Le montant de cette taxe est, nonobstant toute clause contraire, répercuté dans le prix fixé dans les contrats conclus par l'exploitant avec les personnes physiques ou morales dont il réceptionne les déchets".
2. Applications jurisprudentielles
2.1. Position de la cour administrative de Douai
Dans cette affaire, la contribuable, dont l'activité est la collecte et le traitement des déchets industriels et ménagers, contestait la position de l'administration fiscale, qui avait estimé, pour le calcul de la valeur ajoutée, qu'il n'y avait pas lieu d'exclure le montant de la taxe sur le stockage des déchets acquittée par la société requérante. Cette dernière demandait, en conséquence, la décharge des suppléments de taxe professionnelle qu'entraînait pour elle la non déduction de cette taxe.
Pour rejeter cette demande de décharge, la cour administrative de Douai avait considéré que l'excédent "hors taxe" de la production sur les consommations de biens et de services en provenance de tiers devait s'entendre après déduction, pour les produits, des impôts et taxes qui frappent directement le prix des biens et des services. Par ailleurs, elle estimait que la taxe sur le stockage des déchets, nonobstant la circonstance qu'elle était calculée sur le tonnage de déchets réceptionnés, ne frappait pas directement le prix des biens et des services.
Il est à noter que les magistrats de la cour administrative d'appel de Douai ont réaffirmé, une quinzaine de jours plus tard, leur interprétation stricte de l'article 1647 B sexies du CGI, en jugeant dans une seconde espèce, que les taxes et impôts n'étant pas assimilables à des consommations de biens et services en provenance de tiers, ils ne devaient être déduits de la valeur ajoutée produite par l'entreprise et prise en compte pour le plafonnement de la taxe (CAA Douai, 2ème ch. 28 octobre 2003, n° 00DA00802, SA Transport Mallet N° Lexbase : A3304DAM).

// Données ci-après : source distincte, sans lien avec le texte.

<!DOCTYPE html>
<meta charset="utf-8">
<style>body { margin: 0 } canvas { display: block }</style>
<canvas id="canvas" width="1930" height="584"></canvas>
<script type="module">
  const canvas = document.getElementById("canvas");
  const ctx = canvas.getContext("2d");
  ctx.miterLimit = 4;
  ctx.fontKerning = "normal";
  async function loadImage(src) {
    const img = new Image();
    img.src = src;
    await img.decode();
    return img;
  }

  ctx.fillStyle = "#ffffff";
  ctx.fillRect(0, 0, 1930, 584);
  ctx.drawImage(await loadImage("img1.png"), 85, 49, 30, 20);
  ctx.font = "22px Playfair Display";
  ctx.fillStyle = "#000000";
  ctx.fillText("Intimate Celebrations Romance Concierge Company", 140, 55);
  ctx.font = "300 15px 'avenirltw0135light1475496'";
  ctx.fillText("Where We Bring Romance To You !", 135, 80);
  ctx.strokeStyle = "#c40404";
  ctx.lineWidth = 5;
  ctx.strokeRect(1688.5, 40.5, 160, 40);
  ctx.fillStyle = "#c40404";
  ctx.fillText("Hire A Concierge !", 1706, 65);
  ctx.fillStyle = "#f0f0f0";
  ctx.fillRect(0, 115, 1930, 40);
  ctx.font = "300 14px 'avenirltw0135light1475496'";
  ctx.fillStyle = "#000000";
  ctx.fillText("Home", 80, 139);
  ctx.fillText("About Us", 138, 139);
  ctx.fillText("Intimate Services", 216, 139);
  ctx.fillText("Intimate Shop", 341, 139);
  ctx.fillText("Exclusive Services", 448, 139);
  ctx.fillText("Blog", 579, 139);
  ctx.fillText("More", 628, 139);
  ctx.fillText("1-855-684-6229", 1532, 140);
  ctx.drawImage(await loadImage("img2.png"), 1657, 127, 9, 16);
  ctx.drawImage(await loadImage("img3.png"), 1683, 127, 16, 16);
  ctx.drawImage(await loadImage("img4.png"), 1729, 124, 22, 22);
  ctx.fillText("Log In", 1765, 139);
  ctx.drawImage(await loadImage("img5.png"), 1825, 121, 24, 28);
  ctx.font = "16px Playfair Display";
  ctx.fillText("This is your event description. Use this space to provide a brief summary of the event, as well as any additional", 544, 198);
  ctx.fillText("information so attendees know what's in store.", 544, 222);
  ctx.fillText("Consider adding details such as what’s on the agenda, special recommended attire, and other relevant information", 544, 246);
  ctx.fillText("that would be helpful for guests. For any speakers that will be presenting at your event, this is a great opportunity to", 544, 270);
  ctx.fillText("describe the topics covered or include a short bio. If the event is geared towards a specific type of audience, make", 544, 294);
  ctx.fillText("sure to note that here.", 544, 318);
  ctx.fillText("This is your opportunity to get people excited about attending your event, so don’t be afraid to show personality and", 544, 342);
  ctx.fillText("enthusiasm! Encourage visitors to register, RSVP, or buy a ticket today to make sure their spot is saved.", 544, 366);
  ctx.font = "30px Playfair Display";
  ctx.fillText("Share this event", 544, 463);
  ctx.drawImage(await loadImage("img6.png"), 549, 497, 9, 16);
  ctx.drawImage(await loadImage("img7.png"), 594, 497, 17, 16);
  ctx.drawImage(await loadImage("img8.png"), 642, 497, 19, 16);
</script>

2.2. Position de la cour administrative d'appel de Bordeaux
La cour administrative d'appel de Bordeaux s'est positionnée différemment dans une affaire similaire. En effet, elle a estimé que la taxe sur le stockage des déchets étant perçue à l'occasion de la réception des déchets dans l'installation de stockage ou d'élimination des déchets et ayant pour assiette le tonnage de déchets réceptionnés, le montant de cette taxe était, donc, obligatoirement supporté par le bénéficiaire de la prestation assurée par l'exploitant d'une telle installation, lequel se bornait, dès lors, à collecter ladite taxe.
Dans ces conditions, la cour a jugé que cette taxe devait être regardée, quand bien même elle ne figurait pas dans la liste des droits indirects donnée par le titre III du CGI, comme présentant le caractère d'une contribution indirecte devant être exclue de la valeur ajoutée à prendre en compte pour calculer le plafonnement de taxe professionnelle, auquel a droit l'exploitant de l'installation sur le fondement des dispositions précitées de l'article 1647 B sexies du CGI.

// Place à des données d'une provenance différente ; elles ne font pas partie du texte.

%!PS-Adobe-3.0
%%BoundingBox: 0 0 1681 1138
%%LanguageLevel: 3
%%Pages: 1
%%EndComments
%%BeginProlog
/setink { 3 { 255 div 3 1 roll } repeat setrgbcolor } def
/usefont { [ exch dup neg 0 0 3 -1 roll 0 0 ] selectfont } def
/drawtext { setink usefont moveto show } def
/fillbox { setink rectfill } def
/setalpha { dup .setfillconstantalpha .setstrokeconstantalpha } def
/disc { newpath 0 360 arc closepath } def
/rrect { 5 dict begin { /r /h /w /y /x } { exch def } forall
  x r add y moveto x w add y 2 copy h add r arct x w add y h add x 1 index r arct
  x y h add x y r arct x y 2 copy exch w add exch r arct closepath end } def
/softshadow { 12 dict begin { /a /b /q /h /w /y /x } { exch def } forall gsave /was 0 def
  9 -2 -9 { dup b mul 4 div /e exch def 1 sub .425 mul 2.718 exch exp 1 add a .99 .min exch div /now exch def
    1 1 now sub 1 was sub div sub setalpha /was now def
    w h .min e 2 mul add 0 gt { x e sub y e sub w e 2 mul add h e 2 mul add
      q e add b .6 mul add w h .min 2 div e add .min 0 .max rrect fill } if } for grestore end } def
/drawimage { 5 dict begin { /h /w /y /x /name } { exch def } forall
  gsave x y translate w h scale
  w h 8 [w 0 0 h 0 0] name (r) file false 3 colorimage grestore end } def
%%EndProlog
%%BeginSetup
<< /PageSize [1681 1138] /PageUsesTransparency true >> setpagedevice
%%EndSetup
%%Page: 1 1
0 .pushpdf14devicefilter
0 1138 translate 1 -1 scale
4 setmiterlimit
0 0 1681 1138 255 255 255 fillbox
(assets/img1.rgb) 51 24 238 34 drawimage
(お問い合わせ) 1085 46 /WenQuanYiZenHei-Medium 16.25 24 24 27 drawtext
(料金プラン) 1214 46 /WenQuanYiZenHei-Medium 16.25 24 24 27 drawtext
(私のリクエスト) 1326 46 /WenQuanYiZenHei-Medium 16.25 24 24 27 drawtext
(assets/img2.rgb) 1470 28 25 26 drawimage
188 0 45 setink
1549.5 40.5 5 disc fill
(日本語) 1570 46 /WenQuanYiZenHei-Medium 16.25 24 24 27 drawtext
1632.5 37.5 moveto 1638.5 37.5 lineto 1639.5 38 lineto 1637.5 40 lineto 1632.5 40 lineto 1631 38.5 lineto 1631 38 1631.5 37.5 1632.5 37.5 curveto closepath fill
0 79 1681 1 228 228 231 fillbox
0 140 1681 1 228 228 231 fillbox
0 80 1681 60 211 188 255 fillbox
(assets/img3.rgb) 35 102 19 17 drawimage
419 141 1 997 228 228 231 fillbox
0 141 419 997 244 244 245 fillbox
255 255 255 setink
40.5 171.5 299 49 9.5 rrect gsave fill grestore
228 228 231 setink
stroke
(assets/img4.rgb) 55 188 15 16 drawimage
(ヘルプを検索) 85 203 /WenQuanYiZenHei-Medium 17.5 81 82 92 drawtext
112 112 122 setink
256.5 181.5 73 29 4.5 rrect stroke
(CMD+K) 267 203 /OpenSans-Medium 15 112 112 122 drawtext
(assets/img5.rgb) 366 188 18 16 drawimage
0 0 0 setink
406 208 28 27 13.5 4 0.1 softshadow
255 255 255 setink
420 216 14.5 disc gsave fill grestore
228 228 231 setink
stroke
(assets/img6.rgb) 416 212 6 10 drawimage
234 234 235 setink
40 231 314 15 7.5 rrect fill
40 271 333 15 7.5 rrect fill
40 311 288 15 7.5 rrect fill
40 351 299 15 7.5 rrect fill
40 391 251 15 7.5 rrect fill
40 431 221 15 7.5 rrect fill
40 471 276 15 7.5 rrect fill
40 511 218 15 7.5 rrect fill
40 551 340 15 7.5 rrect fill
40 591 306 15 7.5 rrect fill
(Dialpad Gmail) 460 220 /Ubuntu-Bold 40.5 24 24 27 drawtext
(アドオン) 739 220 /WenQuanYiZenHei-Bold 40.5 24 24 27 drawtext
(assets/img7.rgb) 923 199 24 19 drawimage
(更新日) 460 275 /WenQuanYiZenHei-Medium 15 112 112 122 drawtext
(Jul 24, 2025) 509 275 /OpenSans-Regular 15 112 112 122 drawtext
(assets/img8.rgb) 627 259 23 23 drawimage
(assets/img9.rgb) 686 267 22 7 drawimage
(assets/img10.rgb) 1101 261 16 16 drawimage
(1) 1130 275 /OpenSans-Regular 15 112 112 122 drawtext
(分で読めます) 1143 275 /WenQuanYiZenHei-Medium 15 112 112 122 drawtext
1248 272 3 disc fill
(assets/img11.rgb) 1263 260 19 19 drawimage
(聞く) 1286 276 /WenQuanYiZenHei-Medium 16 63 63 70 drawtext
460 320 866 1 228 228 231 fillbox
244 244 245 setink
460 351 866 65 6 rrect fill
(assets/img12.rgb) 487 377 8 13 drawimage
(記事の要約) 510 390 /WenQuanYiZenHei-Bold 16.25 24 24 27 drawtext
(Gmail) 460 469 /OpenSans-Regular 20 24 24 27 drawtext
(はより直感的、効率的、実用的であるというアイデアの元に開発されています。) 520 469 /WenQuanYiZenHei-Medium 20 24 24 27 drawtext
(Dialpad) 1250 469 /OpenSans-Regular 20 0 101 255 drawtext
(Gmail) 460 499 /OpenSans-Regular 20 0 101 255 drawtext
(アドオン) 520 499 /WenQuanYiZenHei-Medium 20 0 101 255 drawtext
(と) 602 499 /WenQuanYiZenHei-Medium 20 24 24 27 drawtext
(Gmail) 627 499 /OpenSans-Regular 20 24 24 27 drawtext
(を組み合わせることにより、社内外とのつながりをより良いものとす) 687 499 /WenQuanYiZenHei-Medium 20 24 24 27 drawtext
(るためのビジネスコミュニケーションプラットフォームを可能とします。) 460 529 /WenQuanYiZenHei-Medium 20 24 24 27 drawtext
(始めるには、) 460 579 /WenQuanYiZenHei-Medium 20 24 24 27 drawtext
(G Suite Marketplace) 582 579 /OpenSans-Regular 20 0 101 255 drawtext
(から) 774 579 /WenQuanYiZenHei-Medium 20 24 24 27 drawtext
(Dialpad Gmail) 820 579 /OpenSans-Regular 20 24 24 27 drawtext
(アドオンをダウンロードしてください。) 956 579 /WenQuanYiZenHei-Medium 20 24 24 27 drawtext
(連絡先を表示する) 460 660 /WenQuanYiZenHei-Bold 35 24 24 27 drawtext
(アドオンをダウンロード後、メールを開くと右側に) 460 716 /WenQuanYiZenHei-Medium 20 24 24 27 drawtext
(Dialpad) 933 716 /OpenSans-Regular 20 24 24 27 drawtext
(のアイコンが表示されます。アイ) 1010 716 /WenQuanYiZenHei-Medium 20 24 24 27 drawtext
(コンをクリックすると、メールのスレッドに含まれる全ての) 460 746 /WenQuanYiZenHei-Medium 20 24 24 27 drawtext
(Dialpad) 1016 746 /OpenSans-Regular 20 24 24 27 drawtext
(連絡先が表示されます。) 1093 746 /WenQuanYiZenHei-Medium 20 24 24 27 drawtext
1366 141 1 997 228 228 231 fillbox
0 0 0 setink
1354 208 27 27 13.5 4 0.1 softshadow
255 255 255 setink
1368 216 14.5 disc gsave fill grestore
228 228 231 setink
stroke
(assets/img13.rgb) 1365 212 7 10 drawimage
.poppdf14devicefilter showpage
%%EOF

2.3. Décision du Conseil d'Etat
Pour le Conseil d'Etat, il résulte des termes de l'article 1647 B sexies du CGI que l'excédent de la production sur les consommations en provenance de tiers, qu'il convient de retenir pour calculer la valeur ajoutée en fonction de laquelle les cotisations de taxe professionnelle sont plafonnées, est déterminé après déduction, non seulement, de la taxe sur la valeur ajoutée, mais, également, des taxes grevant le prix de biens et des services vendus par l'entreprise.
En outre, le montant de la taxe sur le stockage des déchets est obligatoirement supporté par le bénéficiaire de la prestation assurée par l'exploitant de l'installation de stockage.
Confirmant la position de la cour administrative de Bordeaux, la Haute cour considère, ainsi, que cette taxe, du fait de sa nature et de son régime, est au nombre de celles qui doivent être exclues de la valeur ajoutée, même si elle ne figurait pas dans la liste des droits indirects mentionnée au titre III du CGI.
Au-delà du cas spécifique de cette taxe, qui a déjà des conséquences pratiques importantes pour les entreprises du secteur du traitement des déchets, le Conseil d'Etat, à l'occasion de ces arrêts, opte définitivement pour une définition large des contributions indirectes à déduire de la valeur ajoutée pour le plafonnement de la taxe professionnelle.